What you have to do: Give every line of the listing back, exactly as written.

────

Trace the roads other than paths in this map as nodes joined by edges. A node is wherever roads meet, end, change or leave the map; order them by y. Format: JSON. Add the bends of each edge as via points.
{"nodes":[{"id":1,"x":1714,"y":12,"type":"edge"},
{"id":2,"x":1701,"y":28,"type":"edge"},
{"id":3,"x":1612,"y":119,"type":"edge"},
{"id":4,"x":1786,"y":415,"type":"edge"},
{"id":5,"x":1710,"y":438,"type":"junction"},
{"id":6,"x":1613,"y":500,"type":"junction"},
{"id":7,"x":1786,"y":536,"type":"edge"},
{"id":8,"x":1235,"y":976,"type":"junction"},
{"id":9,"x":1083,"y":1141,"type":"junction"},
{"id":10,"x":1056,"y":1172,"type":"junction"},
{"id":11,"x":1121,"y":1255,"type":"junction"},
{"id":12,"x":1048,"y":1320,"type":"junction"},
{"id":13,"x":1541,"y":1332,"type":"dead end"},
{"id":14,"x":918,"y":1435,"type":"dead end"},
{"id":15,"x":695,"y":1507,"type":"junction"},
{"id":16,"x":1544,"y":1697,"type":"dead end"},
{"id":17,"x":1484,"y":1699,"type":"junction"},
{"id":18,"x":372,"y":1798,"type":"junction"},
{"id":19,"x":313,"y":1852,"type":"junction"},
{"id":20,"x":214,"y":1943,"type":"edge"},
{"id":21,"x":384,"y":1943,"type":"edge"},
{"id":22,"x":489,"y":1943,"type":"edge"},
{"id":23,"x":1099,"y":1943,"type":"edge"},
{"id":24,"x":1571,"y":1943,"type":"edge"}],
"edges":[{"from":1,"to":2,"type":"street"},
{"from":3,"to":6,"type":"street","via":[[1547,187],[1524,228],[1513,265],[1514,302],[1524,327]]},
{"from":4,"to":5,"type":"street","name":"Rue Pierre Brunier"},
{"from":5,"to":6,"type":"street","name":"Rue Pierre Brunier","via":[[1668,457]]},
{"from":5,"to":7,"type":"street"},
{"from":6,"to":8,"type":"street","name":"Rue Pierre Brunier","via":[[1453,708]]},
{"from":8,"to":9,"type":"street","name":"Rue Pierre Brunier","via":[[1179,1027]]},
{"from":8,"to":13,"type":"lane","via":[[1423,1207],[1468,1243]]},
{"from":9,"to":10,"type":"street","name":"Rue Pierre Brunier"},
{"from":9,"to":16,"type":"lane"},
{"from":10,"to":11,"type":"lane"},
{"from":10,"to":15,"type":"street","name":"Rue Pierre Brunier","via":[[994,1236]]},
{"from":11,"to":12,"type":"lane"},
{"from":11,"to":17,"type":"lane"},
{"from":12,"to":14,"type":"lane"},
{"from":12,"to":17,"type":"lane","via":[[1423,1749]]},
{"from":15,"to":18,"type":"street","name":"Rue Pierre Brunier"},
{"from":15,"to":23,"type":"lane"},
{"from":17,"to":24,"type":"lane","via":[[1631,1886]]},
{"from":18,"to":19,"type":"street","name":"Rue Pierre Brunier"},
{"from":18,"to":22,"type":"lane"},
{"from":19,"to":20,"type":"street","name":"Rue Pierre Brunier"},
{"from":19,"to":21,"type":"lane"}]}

────

Output of the task:
Trace the roads other than paths in this map as nodes joined by edges. A node is wherever roads meet, end, change or leave the map; order them by y. Format: JSON. Add the bends of each edge as via points.
{"nodes":[{"id":1,"x":1714,"y":12,"type":"edge"},
{"id":2,"x":1701,"y":28,"type":"edge"},
{"id":3,"x":1612,"y":119,"type":"edge"},
{"id":4,"x":1786,"y":415,"type":"edge"},
{"id":5,"x":1710,"y":438,"type":"junction"},
{"id":6,"x":1613,"y":500,"type":"junction"},
{"id":7,"x":1786,"y":536,"type":"edge"},
{"id":8,"x":1235,"y":976,"type":"junction"},
{"id":9,"x":1083,"y":1141,"type":"junction"},
{"id":10,"x":1056,"y":1172,"type":"junction"},
{"id":11,"x":1121,"y":1255,"type":"junction"},
{"id":12,"x":1048,"y":1320,"type":"junction"},
{"id":13,"x":1541,"y":1332,"type":"dead end"},
{"id":14,"x":918,"y":1435,"type":"dead end"},
{"id":15,"x":695,"y":1507,"type":"junction"},
{"id":16,"x":1544,"y":1697,"type":"dead end"},
{"id":17,"x":1484,"y":1699,"type":"junction"},
{"id":18,"x":372,"y":1798,"type":"junction"},
{"id":19,"x":313,"y":1852,"type":"junction"},
{"id":20,"x":214,"y":1943,"type":"edge"},
{"id":21,"x":384,"y":1943,"type":"edge"},
{"id":22,"x":489,"y":1943,"type":"edge"},
{"id":23,"x":1099,"y":1943,"type":"edge"},
{"id":24,"x":1571,"y":1943,"type":"edge"}],
"edges":[{"from":1,"to":2,"type":"street"},
{"from":3,"to":6,"type":"street","via":[[1547,187],[1524,228],[1513,265],[1514,302],[1524,327]]},
{"from":4,"to":5,"type":"street","name":"Rue Pierre Brunier"},
{"from":5,"to":6,"type":"street","name":"Rue Pierre Brunier","via":[[1668,457]]},
{"from":5,"to":7,"type":"street"},
{"from":6,"to":8,"type":"street","name":"Rue Pierre Brunier","via":[[1453,708]]},
{"from":8,"to":9,"type":"street","name":"Rue Pierre Brunier","via":[[1179,1027]]},
{"from":8,"to":13,"type":"lane","via":[[1423,1207],[1468,1243]]},
{"from":9,"to":10,"type":"street","name":"Rue Pierre Brunier"},
{"from":9,"to":16,"type":"lane"},
{"from":10,"to":11,"type":"lane"},
{"from":10,"to":15,"type":"street","name":"Rue Pierre Brunier","via":[[994,1236]]},
{"from":11,"to":12,"type":"lane"},
{"from":11,"to":17,"type":"lane"},
{"from":12,"to":14,"type":"lane"},
{"from":12,"to":17,"type":"lane","via":[[1423,1749]]},
{"from":15,"to":18,"type":"street","name":"Rue Pierre Brunier"},
{"from":15,"to":23,"type":"lane"},
{"from":17,"to":24,"type":"lane","via":[[1631,1886]]},
{"from":18,"to":19,"type":"street","name":"Rue Pierre Brunier"},
{"from":18,"to":22,"type":"lane"},
{"from":19,"to":20,"type":"street","name":"Rue Pierre Brunier"},
{"from":19,"to":21,"type":"lane"}]}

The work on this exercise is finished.